Take the material below and output exactly the run of lines from the one containing "cairo_show_text(ctx, s);" down to the one containing "cairo_set_source_surface(ctx, image, x, y);", with both included.

= Beginning of Section =

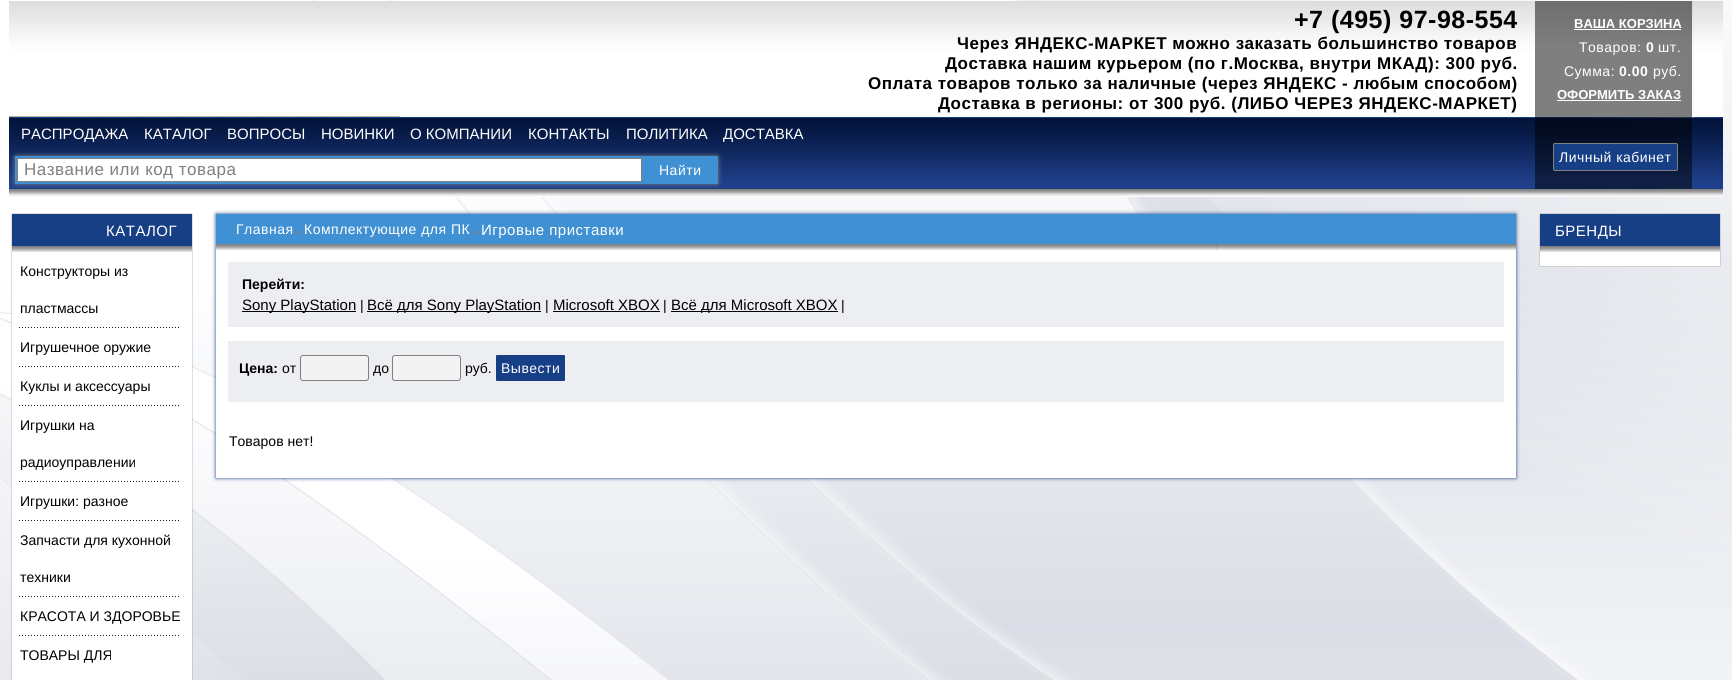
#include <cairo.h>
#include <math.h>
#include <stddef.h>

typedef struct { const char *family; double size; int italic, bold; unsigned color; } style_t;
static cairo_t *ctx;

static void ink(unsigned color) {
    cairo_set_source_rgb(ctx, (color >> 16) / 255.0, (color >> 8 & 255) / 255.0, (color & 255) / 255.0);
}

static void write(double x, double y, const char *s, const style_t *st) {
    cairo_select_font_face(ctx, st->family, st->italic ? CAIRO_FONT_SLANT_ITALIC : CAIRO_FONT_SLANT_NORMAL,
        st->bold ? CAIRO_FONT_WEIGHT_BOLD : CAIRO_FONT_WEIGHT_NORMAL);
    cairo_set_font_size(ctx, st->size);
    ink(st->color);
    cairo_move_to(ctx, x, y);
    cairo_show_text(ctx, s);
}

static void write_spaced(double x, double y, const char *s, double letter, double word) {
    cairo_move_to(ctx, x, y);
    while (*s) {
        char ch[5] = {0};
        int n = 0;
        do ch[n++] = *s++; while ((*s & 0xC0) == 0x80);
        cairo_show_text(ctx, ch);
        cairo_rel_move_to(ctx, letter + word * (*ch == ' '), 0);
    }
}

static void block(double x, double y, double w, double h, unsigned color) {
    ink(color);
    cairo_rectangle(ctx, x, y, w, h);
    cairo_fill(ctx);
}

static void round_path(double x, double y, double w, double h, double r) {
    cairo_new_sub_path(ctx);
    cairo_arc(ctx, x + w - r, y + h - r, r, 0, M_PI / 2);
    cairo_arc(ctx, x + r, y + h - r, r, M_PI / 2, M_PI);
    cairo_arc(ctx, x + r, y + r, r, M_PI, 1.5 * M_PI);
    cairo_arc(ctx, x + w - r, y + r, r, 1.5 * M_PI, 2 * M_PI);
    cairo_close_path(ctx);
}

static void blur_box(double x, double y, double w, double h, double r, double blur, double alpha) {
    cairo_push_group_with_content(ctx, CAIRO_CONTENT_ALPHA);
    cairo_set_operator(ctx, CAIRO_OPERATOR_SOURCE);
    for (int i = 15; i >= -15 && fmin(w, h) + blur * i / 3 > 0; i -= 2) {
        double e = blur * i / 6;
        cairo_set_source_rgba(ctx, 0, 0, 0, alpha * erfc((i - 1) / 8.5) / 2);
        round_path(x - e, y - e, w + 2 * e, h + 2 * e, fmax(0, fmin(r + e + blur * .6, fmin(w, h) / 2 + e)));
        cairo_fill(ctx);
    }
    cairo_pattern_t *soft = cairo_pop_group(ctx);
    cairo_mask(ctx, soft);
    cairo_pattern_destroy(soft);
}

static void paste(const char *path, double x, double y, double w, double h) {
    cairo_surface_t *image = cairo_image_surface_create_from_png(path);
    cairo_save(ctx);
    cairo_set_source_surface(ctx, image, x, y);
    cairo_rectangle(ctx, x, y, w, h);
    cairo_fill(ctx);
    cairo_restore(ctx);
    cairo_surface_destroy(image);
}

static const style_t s1 = {"Liberation Sans", 15, 0, 0, 0xffffff};
static const style_t s2 = {"Liberation Sans", 13, 0, 1, 0xffffff};
static const style_t s3 = {"Liberation Sans", 14, 0, 0, 0x000000};
static const style_t s4 = {"Liberation Sans", 14, 0, 1, 0x000000};
static const style_t s5 = {"Liberation Sans", 15, 0, 0, 0x000000};

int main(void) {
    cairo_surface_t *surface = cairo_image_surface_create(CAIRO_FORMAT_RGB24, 1732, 680);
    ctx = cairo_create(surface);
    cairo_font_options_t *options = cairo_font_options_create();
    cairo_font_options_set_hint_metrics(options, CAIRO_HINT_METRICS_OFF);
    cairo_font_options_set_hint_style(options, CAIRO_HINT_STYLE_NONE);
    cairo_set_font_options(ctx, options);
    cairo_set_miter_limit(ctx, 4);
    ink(0xffffff);
    cairo_paint(ctx);
    paste("pic1.png", 0, 0, 1732, 680);
    paste("pic2.png", 9, 1, 1519, 196);
    cairo_select_font_face(ctx, "Liberation Sans", CAIRO_FONT_SLANT_NORMAL, CAIRO_FONT_WEIGHT_BOLD);
    cairo_set_font_size(ctx, 25);
    ink(0x000000);
    write_spaced(1294, 28, "+7 (495) 97-98-554", 0.5, 0);
    cairo_set_font_size(ctx, 17);
    write_spaced(957, 49, "Через ЯНДЕКС-МАРКЕТ можно заказать большинство товаров", 0.5, 0);
    write_spaced(945, 69, "Доставка нашим курьером (по г.Москва, внутри МКАД): 300 руб.", 0.5, 0);
    write_spaced(868, 89, "Оплата товаров только за наличные (через ЯНДЕКС - любым способом)", 0.5, 0);
    write_spaced(938, 109, "Доставка в регионы: от 300 руб. (ЛИБО ЧЕРЕЗ ЯНДЕКС-МАРКЕТ)", 0.5, 0);
    paste("pic3.png", 9, 116, 391, 1);
    write(21, 139, "РАСПРОДАЖА", &s1);
    write(144, 139, "КАТАЛОГ", &s1);
    write(227, 139, "ВОПРОСЫ", &s1);
    write(321, 139, "НОВИНКИ", &s1);
    write(410, 139, "О КОМПАНИИ", &s1);
    write(528, 139, "КОНТАКТЫ", &s1);
    write(626, 139, "ПОЛИТИКА", &s1);
    write(723, 139, "ДОСТАВКА", &s1);
    ink(0x808080);
    blur_box(15, 156, 703, 28, 1, 2.5, 1);
    ink(0x4091d3);
    round_path(15, 156, 703, 28, 1);
    cairo_fill(ctx);
    ink(0xffffff);
    round_path(17.5, 158.5, 624, 23, 0.5);
    cairo_fill_preserve(ctx);
    ink(0x808080);
    cairo_set_line_width(ctx, 1);
    cairo_stroke(ctx);
    cairo_set_font_size(ctx, 17);
    write_spaced(24, 175, "Название или код товара", 0.5, 0);
    cairo_set_font_size(ctx, 14);
    ink(0xffffff);
    write_spaced(659, 175, "Найти", 0.5, 0);
    paste("pic4.png", 1528, 1, 195, 196);
    write(1574, 28, "ВАША КОРЗИНА", &s2);
    block(1574, 29, 107, 1, 0xffffff);
    cairo_select_font_face(ctx, "Liberation Sans", CAIRO_FONT_SLANT_NORMAL, CAIRO_FONT_WEIGHT_NORMAL);
    cairo_set_font_size(ctx, 14);
    write_spaced(1579, 52, "Товаров:", 0.5, 0);
    cairo_select_font_face(ctx, "Liberation Sans", CAIRO_FONT_SLANT_NORMAL, CAIRO_FONT_WEIGHT_BOLD);
    write_spaced(1646, 52, "0", 0.5, 0);
    cairo_select_font_face(ctx, "Liberation Sans", CAIRO_FONT_SLANT_NORMAL, CAIRO_FONT_WEIGHT_NORMAL);
    write_spaced(1658, 52, "шт.", 0.5, 0);
    write_spaced(1564, 76, "Сумма:", 0.5, 0);
    cairo_select_font_face(ctx, "Liberation Sans", CAIRO_FONT_SLANT_NORMAL, CAIRO_FONT_WEIGHT_BOLD);
    write_spaced(1619, 76, "0.00", 0.5, 0);
    cairo_select_font_face(ctx, "Liberation Sans", CAIRO_FONT_SLANT_NORMAL, CAIRO_FONT_WEIGHT_NORMAL);
    write_spaced(1653, 76, "руб.", 0.5, 0);
    write(1557, 99, "ОФОРМИТЬ ЗАКАЗ", &s2);
    block(1557, 100, 124, 1, 0xffffff);
    ink(0x173f85);
    round_path(1553.5, 143.5, 124, 27, 1.5);
    cairo_fill_preserve(ctx);
    ink(0x808080);
    cairo_stroke(ctx);
    cairo_select_font_face(ctx, "Liberation Sans", CAIRO_FONT_SLANT_NORMAL, CAIRO_FONT_WEIGHT_NORMAL);
    cairo_set_font_size(ctx, 14);
    ink(0xffffff);
    write_spaced(1559, 162, "Личный кабинет", 0.5, 0);
    ink(0x808080);
    blur_box(12, 214, 180, 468, 0, 0.5, 1);
    block(12, 214, 180, 32, 0x173f85);
    cairo_set_font_size(ctx, 15);
    ink(0xffffff);
    write_spaced(106, 236, "КАТАЛОГ", 0.5, 0);
    paste("pic5.png", 12, 246, 180, 6);
    block(12, 252, 180, 428, 0xffffff);
    write(20, 276, "Конструкторы из", &s3);
    write(20, 313, "пластмассы", &s3);
    paste("pic6.png", 19, 327, 160, 1);
    write(20, 352, "Игрушечное оружие", &s3);
    paste("pic6.png", 19, 366, 160, 1);
    write(20, 391, "Куклы и аксессуары", &s3);
    paste("pic6.png", 19, 405, 160, 1);
    write(20, 430, "Игрушки на", &s3);
    write(20, 467, "радиоуправлении", &s3);
    paste("pic6.png", 19, 481, 160, 1);
    write(20, 506, "Игрушки: разное", &s3);
    paste("pic6.png", 19, 520, 160, 1);
    write(20, 545, "Запчасти для кухонной", &s3);
    write(20, 582, "техники", &s3);
    paste("pic6.png", 19, 596, 160, 1);
    write(20, 621, "КРАСОТА И ЗДОРОВЬЕ", &s3);
    paste("pic6.png", 19, 635, 160, 1);
    write(20, 660, "ТОВАРЫ ДЛЯ", &s3);
    ink(0x173f85);
    blur_box(216, 214, 1300, 264, 0, 2, 1);
    block(216, 214, 1300, 30, 0x4091d3);
    ink(0xffffff);
    write_spaced(236, 234, "Главная", 0.5, 0);
    block(297, 231, 3, 3, 0x848484);
    ink(0xffffff);
    write_spaced(304, 234, "Комплектующие для ПК", 0.5, 0);
    block(474, 231, 3, 3, 0x848484);
    cairo_set_font_size(ctx, 15);
    ink(0xffffff);
    write_spaced(481, 235, "Игровые приставки", 0.5, 0);
    paste("pic7.png", 216, 244, 1300, 6);
    block(216, 250, 1300, 228, 0xffffff);
    block(228, 262, 1276, 65, 0xedeef2);
    write(242, 289, "Перейти:", &s4);
    block(242, 311, 114, 1, 0x000000);
    write(242, 310, "Sony PlayStation", &s5);
    write(360, 310, "|", &s3);
    block(367, 311, 174, 1, 0x000000);
    write(367, 310, "Всё для Sony PlayStation", &s5);
    write(545, 310, "|", &s3);
    write(553, 310, "Microsoft XBOX", &s5);
    block(553, 311, 107, 1, 0x000000);
    write(663, 310, "|", &s3);
    block(671, 311, 167, 1, 0x000000);
    write(671, 310, "Всё для Microsoft XBOX", &s5);
    write(841, 310, "|", &s3);
    block(228, 341, 1276, 61, 0xedeef2);
    write(239, 373, "Цена:", &s4);
    write(282, 373, "от", &s3);
    ink(0xf3f3f3);
    round_path(300.5, 355.5, 68, 25, 2.5);
    cairo_fill_preserve(ctx);
    ink(0x808080);
    cairo_stroke(ctx);
    write(373, 373, "до", &s3);
    ink(0xf3f3f3);
    round_path(392.5, 355.5, 68, 25, 2.5);
    cairo_fill_preserve(ctx);
    ink(0x808080);
    cairo_stroke(ctx);
    write(465, 373, "руб.", &s3);
    ink(0x173f85);
    round_path(496, 355, 69, 26, 1);
    cairo_fill(ctx);
    ink(0xffffff);
    write_spaced(501, 373, "Вывести", 0.5, 0);
    write(229, 446, "Товаров нет!", &s3);
    ink(0x808080);
    blur_box(1540, 214, 180, 52, 0, 0.5, 1);
    block(1540, 214, 180, 32, 0x173f85);
    cairo_set_font_size(ctx, 15);
    ink(0xffffff);
    write_spaced(1555, 236, "БРЕНДЫ", 0.5, 0);
    paste("pic8.png", 1540, 246, 180, 6);
    block(1540, 252, 180, 14, 0xffffff);
    cairo_surface_write_to_png(surface, "screenshot.png");
    cairo_font_options_destroy(options);
    cairo_destroy(ctx);
    cairo_surface_destroy(surface);
    return 0;
}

= End of Section =

# Answer for the task
    cairo_show_text(ctx, s);
}

static void write_spaced(double x, double y, const char *s, double letter, double word) {
    cairo_move_to(ctx, x, y);
    while (*s) {
        char ch[5] = {0};
        int n = 0;
        do ch[n++] = *s++; while ((*s & 0xC0) == 0x80);
        cairo_show_text(ctx, ch);
        cairo_rel_move_to(ctx, letter + word * (*ch == ' '), 0);
    }
}

static void block(double x, double y, double w, double h, unsigned color) {
    ink(color);
    cairo_rectangle(ctx, x, y, w, h);
    cairo_fill(ctx);
}

static void round_path(double x, double y, double w, double h, double r) {
    cairo_new_sub_path(ctx);
    cairo_arc(ctx, x + w - r, y + h - r, r, 0, M_PI / 2);
    cairo_arc(ctx, x + r, y + h - r, r, M_PI / 2, M_PI);
    cairo_arc(ctx, x + r, y + r, r, M_PI, 1.5 * M_PI);
    cairo_arc(ctx, x + w - r, y + r, r, 1.5 * M_PI, 2 * M_PI);
    cairo_close_path(ctx);
}

static void blur_box(double x, double y, double w, double h, double r, double blur, double alpha) {
    cairo_push_group_with_content(ctx, CAIRO_CONTENT_ALPHA);
    cairo_set_operator(ctx, CAIRO_OPERATOR_SOURCE);
    for (int i = 15; i >= -15 && fmin(w, h) + blur * i / 3 > 0; i -= 2) {
        double e = blur * i / 6;
        cairo_set_source_rgba(ctx, 0, 0, 0, alpha * erfc((i - 1) / 8.5) / 2);
        round_path(x - e, y - e, w + 2 * e, h + 2 * e, fmax(0, fmin(r + e + blur * .6, fmin(w, h) / 2 + e)));
        cairo_fill(ctx);
    }
    cairo_pattern_t *soft = cairo_pop_group(ctx);
    cairo_mask(ctx, soft);
    cairo_pattern_destroy(soft);
}

static void paste(const char *path, double x, double y, double w, double h) {
    cairo_surface_t *image = cairo_image_surface_create_from_png(path);
    cairo_save(ctx);
    cairo_set_source_surface(ctx, image, x, y);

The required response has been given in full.